Set down every record below exactly as written.

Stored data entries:
┌──

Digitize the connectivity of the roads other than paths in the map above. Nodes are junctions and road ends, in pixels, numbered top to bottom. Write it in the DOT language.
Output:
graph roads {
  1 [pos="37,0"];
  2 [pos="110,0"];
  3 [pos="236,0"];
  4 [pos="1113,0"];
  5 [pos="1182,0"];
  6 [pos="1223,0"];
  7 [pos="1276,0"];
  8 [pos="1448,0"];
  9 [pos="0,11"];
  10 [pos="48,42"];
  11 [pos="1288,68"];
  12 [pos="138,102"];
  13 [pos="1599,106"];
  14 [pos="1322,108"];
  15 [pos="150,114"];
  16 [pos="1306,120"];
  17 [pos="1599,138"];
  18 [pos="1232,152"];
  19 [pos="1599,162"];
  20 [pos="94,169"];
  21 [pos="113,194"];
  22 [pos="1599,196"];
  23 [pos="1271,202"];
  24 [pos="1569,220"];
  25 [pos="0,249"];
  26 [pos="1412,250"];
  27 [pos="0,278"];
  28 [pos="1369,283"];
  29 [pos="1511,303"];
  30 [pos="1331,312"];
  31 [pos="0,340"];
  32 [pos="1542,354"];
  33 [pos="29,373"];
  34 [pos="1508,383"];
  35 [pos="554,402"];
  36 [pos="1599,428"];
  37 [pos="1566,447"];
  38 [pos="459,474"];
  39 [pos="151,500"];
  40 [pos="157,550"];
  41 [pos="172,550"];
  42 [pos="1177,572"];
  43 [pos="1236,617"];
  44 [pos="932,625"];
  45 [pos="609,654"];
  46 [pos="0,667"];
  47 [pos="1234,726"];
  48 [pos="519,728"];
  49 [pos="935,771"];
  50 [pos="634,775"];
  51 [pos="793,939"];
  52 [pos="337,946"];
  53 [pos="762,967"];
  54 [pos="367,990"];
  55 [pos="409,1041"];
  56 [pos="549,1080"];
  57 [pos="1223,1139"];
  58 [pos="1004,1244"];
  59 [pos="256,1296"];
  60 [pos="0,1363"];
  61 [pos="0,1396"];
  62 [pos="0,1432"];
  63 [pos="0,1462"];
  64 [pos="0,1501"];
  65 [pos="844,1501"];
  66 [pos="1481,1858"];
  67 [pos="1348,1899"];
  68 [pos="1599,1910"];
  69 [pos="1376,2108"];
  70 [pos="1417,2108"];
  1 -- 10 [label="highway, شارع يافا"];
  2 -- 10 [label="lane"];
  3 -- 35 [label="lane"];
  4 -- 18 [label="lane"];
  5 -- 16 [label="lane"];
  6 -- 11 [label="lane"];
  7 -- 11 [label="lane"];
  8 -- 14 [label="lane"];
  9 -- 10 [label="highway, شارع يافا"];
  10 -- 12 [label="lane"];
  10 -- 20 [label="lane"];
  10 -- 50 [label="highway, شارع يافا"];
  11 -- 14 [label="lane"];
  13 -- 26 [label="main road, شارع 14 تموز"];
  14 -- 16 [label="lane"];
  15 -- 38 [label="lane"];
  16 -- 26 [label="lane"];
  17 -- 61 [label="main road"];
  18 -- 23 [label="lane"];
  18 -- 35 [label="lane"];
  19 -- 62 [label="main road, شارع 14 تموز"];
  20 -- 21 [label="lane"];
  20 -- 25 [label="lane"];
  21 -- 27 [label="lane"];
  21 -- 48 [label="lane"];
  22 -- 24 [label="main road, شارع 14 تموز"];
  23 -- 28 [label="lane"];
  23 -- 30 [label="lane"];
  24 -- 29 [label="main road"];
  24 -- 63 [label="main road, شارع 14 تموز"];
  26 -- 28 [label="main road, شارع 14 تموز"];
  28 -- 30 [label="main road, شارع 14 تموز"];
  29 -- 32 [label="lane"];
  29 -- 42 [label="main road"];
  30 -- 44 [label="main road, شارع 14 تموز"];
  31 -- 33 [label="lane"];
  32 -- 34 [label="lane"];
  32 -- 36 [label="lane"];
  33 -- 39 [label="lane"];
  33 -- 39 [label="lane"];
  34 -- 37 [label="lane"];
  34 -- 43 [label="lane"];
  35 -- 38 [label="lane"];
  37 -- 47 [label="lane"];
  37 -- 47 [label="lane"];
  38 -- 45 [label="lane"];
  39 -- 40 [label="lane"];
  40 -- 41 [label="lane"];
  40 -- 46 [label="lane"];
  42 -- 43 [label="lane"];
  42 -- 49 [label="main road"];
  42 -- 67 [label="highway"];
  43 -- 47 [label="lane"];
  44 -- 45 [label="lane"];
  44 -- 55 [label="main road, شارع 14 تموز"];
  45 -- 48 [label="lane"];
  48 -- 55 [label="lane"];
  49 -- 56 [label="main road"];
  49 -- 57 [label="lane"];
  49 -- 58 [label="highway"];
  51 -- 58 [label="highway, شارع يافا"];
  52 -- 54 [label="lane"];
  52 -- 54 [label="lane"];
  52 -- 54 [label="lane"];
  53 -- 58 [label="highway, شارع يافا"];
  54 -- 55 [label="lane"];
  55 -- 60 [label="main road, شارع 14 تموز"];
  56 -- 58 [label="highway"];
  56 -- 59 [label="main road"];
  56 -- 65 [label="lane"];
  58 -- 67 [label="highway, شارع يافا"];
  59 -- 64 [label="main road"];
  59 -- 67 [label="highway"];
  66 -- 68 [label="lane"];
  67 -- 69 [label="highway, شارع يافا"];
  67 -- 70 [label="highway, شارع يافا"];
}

└──

**Answer space**
Digitize the connectivity of the roads other than paths in the map above. Nodes are junctions and road ends, in pixels, numbered top to bottom. Write it in the DOT language.
Output:
graph roads {
  1 [pos="37,0"];
  2 [pos="110,0"];
  3 [pos="236,0"];
  4 [pos="1113,0"];
  5 [pos="1182,0"];
  6 [pos="1223,0"];
  7 [pos="1276,0"];
  8 [pos="1448,0"];
  9 [pos="0,11"];
  10 [pos="48,42"];
  11 [pos="1288,68"];
  12 [pos="138,102"];
  13 [pos="1599,106"];
  14 [pos="1322,108"];
  15 [pos="150,114"];
  16 [pos="1306,120"];
  17 [pos="1599,138"];
  18 [pos="1232,152"];
  19 [pos="1599,162"];
  20 [pos="94,169"];
  21 [pos="113,194"];
  22 [pos="1599,196"];
  23 [pos="1271,202"];
  24 [pos="1569,220"];
  25 [pos="0,249"];
  26 [pos="1412,250"];
  27 [pos="0,278"];
  28 [pos="1369,283"];
  29 [pos="1511,303"];
  30 [pos="1331,312"];
  31 [pos="0,340"];
  32 [pos="1542,354"];
  33 [pos="29,373"];
  34 [pos="1508,383"];
  35 [pos="554,402"];
  36 [pos="1599,428"];
  37 [pos="1566,447"];
  38 [pos="459,474"];
  39 [pos="151,500"];
  40 [pos="157,550"];
  41 [pos="172,550"];
  42 [pos="1177,572"];
  43 [pos="1236,617"];
  44 [pos="932,625"];
  45 [pos="609,654"];
  46 [pos="0,667"];
  47 [pos="1234,726"];
  48 [pos="519,728"];
  49 [pos="935,771"];
  50 [pos="634,775"];
  51 [pos="793,939"];
  52 [pos="337,946"];
  53 [pos="762,967"];
  54 [pos="367,990"];
  55 [pos="409,1041"];
  56 [pos="549,1080"];
  57 [pos="1223,1139"];
  58 [pos="1004,1244"];
  59 [pos="256,1296"];
  60 [pos="0,1363"];
  61 [pos="0,1396"];
  62 [pos="0,1432"];
  63 [pos="0,1462"];
  64 [pos="0,1501"];
  65 [pos="844,1501"];
  66 [pos="1481,1858"];
  67 [pos="1348,1899"];
  68 [pos="1599,1910"];
  69 [pos="1376,2108"];
  70 [pos="1417,2108"];
  1 -- 10 [label="highway, شارع يافا"];
  2 -- 10 [label="lane"];
  3 -- 35 [label="lane"];
  4 -- 18 [label="lane"];
  5 -- 16 [label="lane"];
  6 -- 11 [label="lane"];
  7 -- 11 [label="lane"];
  8 -- 14 [label="lane"];
  9 -- 10 [label="highway, شارع يافا"];
  10 -- 12 [label="lane"];
  10 -- 20 [label="lane"];
  10 -- 50 [label="highway, شارع يافا"];
  11 -- 14 [label="lane"];
  13 -- 26 [label="main road, شارع 14 تموز"];
  14 -- 16 [label="lane"];
  15 -- 38 [label="lane"];
  16 -- 26 [label="lane"];
  17 -- 61 [label="main road"];
  18 -- 23 [label="lane"];
  18 -- 35 [label="lane"];
  19 -- 62 [label="main road, شارع 14 تموز"];
  20 -- 21 [label="lane"];
  20 -- 25 [label="lane"];
  21 -- 27 [label="lane"];
  21 -- 48 [label="lane"];
  22 -- 24 [label="main road, شارع 14 تموز"];
  23 -- 28 [label="lane"];
  23 -- 30 [label="lane"];
  24 -- 29 [label="main road"];
  24 -- 63 [label="main road, شارع 14 تموز"];
  26 -- 28 [label="main road, شارع 14 تموز"];
  28 -- 30 [label="main road, شارع 14 تموز"];
  29 -- 32 [label="lane"];
  29 -- 42 [label="main road"];
  30 -- 44 [label="main road, شارع 14 تموز"];
  31 -- 33 [label="lane"];
  32 -- 34 [label="lane"];
  32 -- 36 [label="lane"];
  33 -- 39 [label="lane"];
  33 -- 39 [label="lane"];
  34 -- 37 [label="lane"];
  34 -- 43 [label="lane"];
  35 -- 38 [label="lane"];
  37 -- 47 [label="lane"];
  37 -- 47 [label="lane"];
  38 -- 45 [label="lane"];
  39 -- 40 [label="lane"];
  40 -- 41 [label="lane"];
  40 -- 46 [label="lane"];
  42 -- 43 [label="lane"];
  42 -- 49 [label="main road"];
  42 -- 67 [label="highway"];
  43 -- 47 [label="lane"];
  44 -- 45 [label="lane"];
  44 -- 55 [label="main road, شارع 14 تموز"];
  45 -- 48 [label="lane"];
  48 -- 55 [label="lane"];
  49 -- 56 [label="main road"];
  49 -- 57 [label="lane"];
  49 -- 58 [label="highway"];
  51 -- 58 [label="highway, شارع يافا"];
  52 -- 54 [label="lane"];
  52 -- 54 [label="lane"];
  52 -- 54 [label="lane"];
  53 -- 58 [label="highway, شارع يافا"];
  54 -- 55 [label="lane"];
  55 -- 60 [label="main road, شارع 14 تموز"];
  56 -- 58 [label="highway"];
  56 -- 59 [label="main road"];
  56 -- 65 [label="lane"];
  58 -- 67 [label="highway, شارع يافا"];
  59 -- 64 [label="main road"];
  59 -- 67 [label="highway"];
  66 -- 68 [label="lane"];
  67 -- 69 [label="highway, شارع يافا"];
  67 -- 70 [label="highway, شارع يافا"];
}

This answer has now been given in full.